By Kristine Klassen
It has happened countless times.
I am at a gathering where I’m meeting people for the first time. We juggle glasses, napkins, and hor d’oeuvres to shake hands, and exchange pleasantries; invariably we arrive at the question of our work lives.
Stranger: “So, what do you do for a living?”
Me: “I am a high school teacher.”
It’s pretty much a conversation stopper. Well conversation staller, for sure. Most of the time, my new acquaintance’s response has, at the very least, a whiff of… surprise – she seems so normal…or disdain – how could a well-balanced individual choose THAT path?
In these countless first encounters, there is a sense of disconnection and puzzlement. People can imagine what it is like to be a restaurant manager, a lawyer, a bus driver; they can’t grasp what it is like to be an adult working with teens.
Each time, I feel I have to defend. I defend myself and my choice: I love my work. But much more importantly, I find myself defending my students. In the beginning, I would get tongue tied when people said, “yes, but kids these days, they’re so _____” (I won’t fill in the blank because that would be perpetuating a stereotype, something I caution students about daily.) But over the years I have worked to articulate why this generation is redeemable and full of promise, and how its members are ultimately an absolute joy to be around everyday.
Let me tell you what I know about “kids these days.”

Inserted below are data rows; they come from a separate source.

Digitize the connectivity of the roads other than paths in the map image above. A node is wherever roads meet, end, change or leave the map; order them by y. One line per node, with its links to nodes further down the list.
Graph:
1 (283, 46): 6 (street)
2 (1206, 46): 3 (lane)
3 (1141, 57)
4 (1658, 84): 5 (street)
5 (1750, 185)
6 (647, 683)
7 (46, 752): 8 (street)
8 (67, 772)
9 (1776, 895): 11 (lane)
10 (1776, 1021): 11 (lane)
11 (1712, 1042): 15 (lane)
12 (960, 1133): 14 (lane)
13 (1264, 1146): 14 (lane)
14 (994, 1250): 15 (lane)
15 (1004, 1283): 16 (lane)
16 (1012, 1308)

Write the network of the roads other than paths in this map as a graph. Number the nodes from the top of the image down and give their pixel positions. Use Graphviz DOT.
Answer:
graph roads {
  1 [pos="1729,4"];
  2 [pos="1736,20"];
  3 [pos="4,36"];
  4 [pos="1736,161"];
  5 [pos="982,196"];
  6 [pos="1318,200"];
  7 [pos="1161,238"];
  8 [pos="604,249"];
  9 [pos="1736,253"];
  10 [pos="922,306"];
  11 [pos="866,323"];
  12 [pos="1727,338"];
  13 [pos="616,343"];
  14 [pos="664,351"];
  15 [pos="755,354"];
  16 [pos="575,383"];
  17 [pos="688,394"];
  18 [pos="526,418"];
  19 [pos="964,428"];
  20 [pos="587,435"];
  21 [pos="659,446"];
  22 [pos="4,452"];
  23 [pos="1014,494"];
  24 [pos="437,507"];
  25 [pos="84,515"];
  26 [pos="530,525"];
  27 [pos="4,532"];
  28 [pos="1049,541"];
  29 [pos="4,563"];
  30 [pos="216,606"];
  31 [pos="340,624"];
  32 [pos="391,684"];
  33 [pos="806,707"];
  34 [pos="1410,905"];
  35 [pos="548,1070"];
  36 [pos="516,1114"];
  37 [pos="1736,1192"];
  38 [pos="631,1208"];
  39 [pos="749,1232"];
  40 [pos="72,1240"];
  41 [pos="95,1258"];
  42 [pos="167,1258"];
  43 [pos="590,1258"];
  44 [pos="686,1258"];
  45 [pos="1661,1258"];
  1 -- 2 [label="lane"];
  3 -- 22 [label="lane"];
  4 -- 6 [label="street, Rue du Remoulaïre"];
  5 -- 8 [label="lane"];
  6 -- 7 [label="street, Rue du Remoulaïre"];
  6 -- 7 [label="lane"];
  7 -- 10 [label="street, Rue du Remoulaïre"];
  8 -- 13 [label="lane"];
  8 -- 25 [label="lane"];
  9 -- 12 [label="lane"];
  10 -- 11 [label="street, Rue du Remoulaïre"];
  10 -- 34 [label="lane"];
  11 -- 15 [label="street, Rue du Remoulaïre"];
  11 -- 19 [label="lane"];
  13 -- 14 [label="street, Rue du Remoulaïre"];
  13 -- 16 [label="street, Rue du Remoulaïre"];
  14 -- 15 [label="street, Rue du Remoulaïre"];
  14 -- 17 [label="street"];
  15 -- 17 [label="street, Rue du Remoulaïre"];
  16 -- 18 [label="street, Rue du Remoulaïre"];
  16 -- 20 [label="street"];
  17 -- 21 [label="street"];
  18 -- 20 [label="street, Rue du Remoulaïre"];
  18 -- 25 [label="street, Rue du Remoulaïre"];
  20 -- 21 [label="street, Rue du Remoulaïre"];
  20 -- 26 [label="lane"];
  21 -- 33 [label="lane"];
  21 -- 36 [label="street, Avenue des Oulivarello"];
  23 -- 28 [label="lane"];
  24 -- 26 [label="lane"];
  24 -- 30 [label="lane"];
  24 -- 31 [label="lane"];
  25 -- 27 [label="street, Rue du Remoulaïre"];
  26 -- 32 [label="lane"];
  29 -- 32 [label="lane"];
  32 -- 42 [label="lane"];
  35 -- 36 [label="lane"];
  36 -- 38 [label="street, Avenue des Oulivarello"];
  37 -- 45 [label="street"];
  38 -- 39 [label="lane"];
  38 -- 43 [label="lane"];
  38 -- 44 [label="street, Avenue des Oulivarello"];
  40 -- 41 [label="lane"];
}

The impact of media is ubiquitous and insidious. The Participaction website says that the average kid spends 7.5 hours in front of a screen. Add 6 hours of school and 8 hours of sleep, and you are already getting close to 24. The afternoon and evening hours when they are in front of their screen are portions of the day when, before smart technology, kids were having conversations. When I was a kid, these were the hours when we were detailing our days over a family meal. We were hanging out in the park. We were hiding in closets, talking on the phone when we were supposed to be doing our homework. We were talking. A lot. And in those shared experiences we were telling stories, excitedly talking about our favourite songs and books, learning about each others’ hopes, fears, and dreams.
If kids in this generation are limiting their interactions to snapchat posts and online group sessions of Call of Duty, where are they trying out creative ideas or learning from the people in their lives? Can two people really know each other, really love each other, if the majority of their interactions are through texts and instant messaging?
Kids and their adults must work hard to cultivate the arts of conversation and storytelling. Finding these opportunities is tough given that friendships are everything for teens. They can meet up anytime through text, snapchat, FaceTime, Skype, and the myriad other ever-emerging platforms, all of which offer instant gratification. Their adults, on the other hand, need actual face time to nurture a relationship which plums the time-consuming depths of values, aspirations, family history. Is it any wonder the adults are losing ground?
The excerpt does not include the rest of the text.